SDT[, editedEvents :=editReportedEvents(EVTYPE)]
The edited event names can be compared to the officialEvents list, which is generated by this code:
officialEventTypesString='Astronomical Low Tide, Avalanche, Blizzard, Coastal Flood, Cold/Wind Chill,
Debris Flow, Dense Fog, Dense Smoke, Drought, Dust Devil, Dust Storm, Excessive Heat,
Extreme Cold/Wind Chill, Flash Flood, Flood, Frost/Freeze, Funnel Cloud, Freezing Fog,
Hail, Heat, Heavy Rain, Heavy Snow, High Surf, High Wind, Hurricane, Ice Storm,
Lake-Effect Snow, Lakeshore Flood, Lightning, Marine Hail, Marine High Wind,
Marine Strong Wind, Marine Thunderstorm Wind, Rip Current, Seiche, Sleet,
Storm Surge/Tide, Strong Wind,Thunderstorm Wind, Tornado, Tropical Depression,
Tropical Storm, Tsunami, Volcanic Ash, Waterspout, Wildfire, Winter Storm,
Winter Weather'
# Original names (for printing, eg)
officialEventsOrig = strsplit(officialEventTypesString,' *[\n,]+ *')[[1]]
# Cleaned up names (for comparison with editedEvents)
officialEvents = cleanText(officialEventsOrig)
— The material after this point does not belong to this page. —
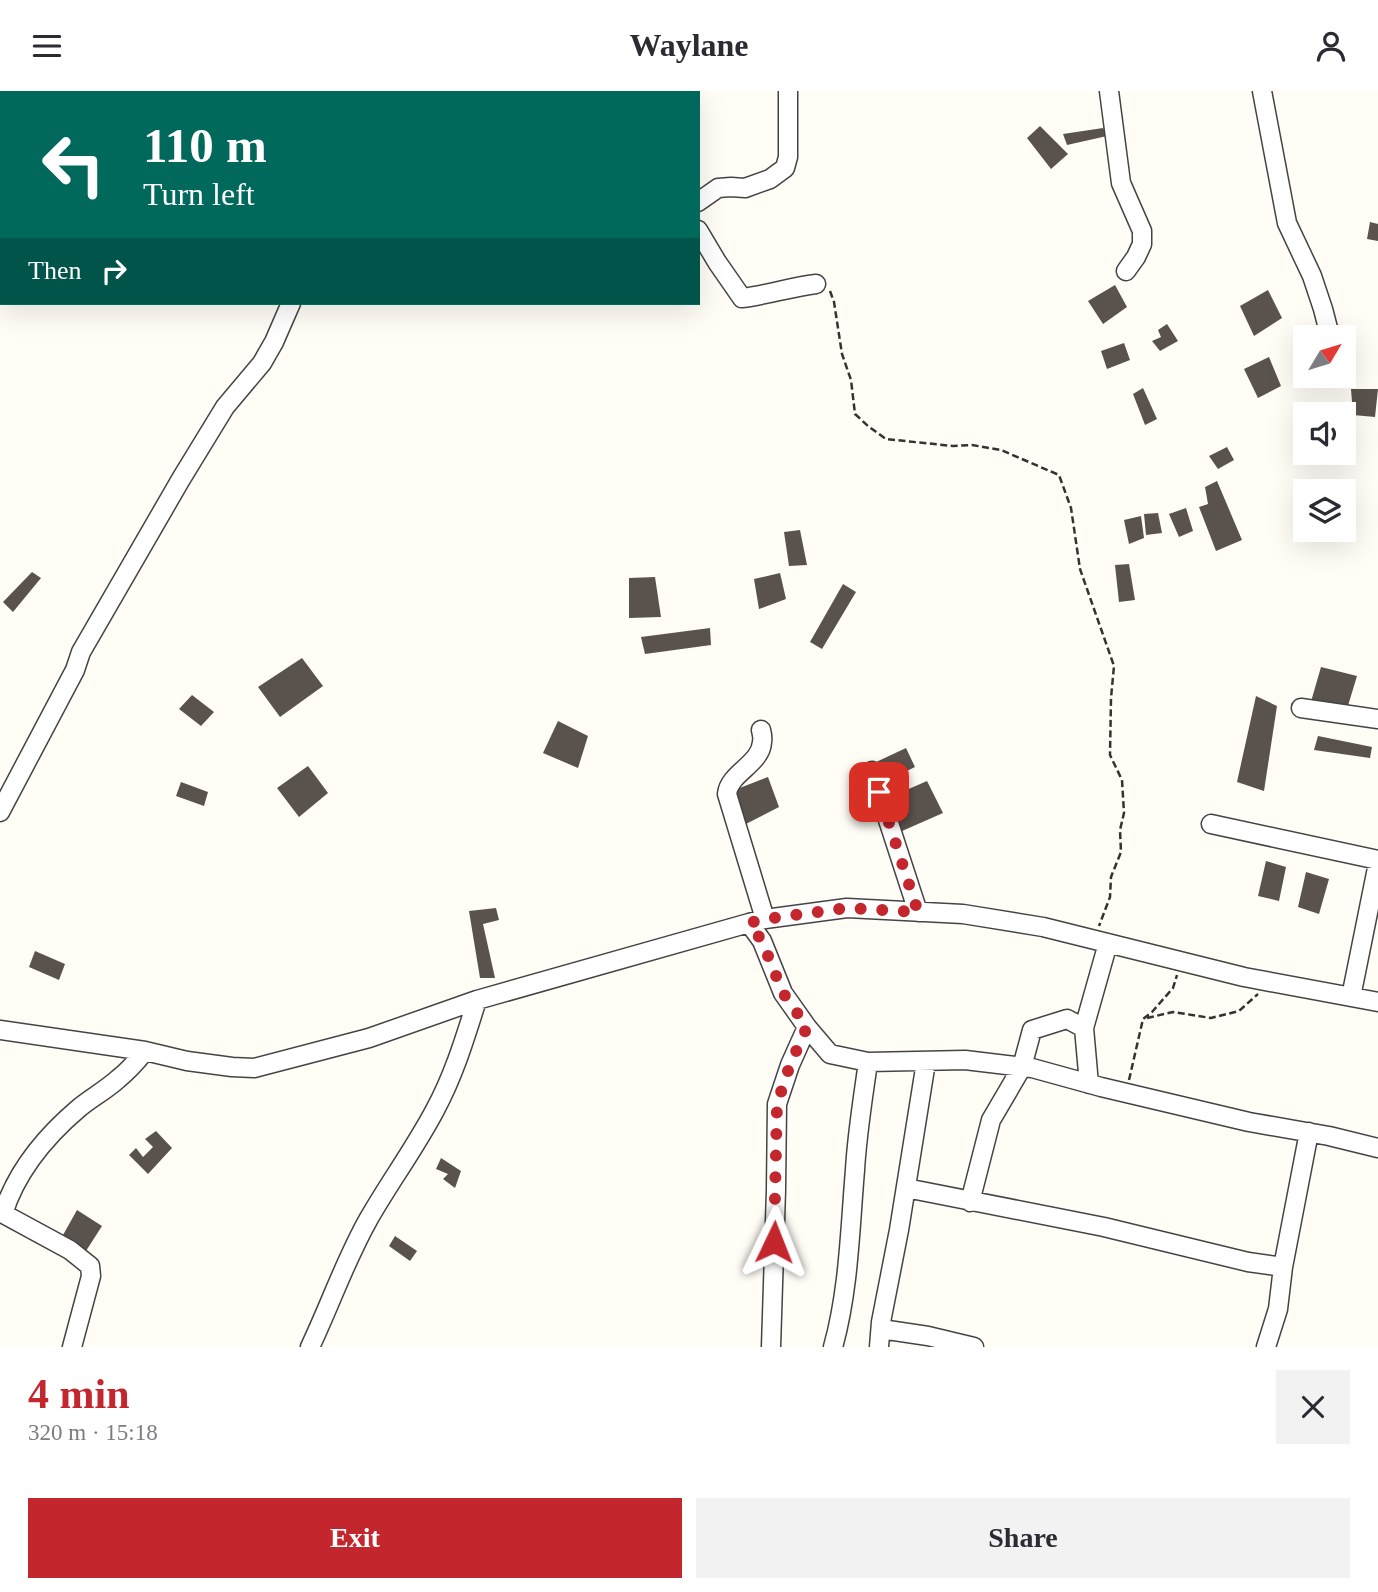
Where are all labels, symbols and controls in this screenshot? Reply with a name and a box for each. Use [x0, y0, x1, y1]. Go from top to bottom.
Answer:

The preliminary editing above is only the first step. We now have to compare the sets of words in the edited reported events editedEvents with the official event types and try to assign them. This is a very preliminary and crude ‘document classification task’. Basically, all the words in the each of (pre edited) reported events are compared with all the words for each official event type. For each edited event, the official event whos words with the most overlap with those of reported word in question is substituted for that reported event event. Degree of overlapped is tae]ken as the Jaccard index. 3 This is undoubtedly too crude a procedure. More subject knowledge is needed to come up with a rational way to do this.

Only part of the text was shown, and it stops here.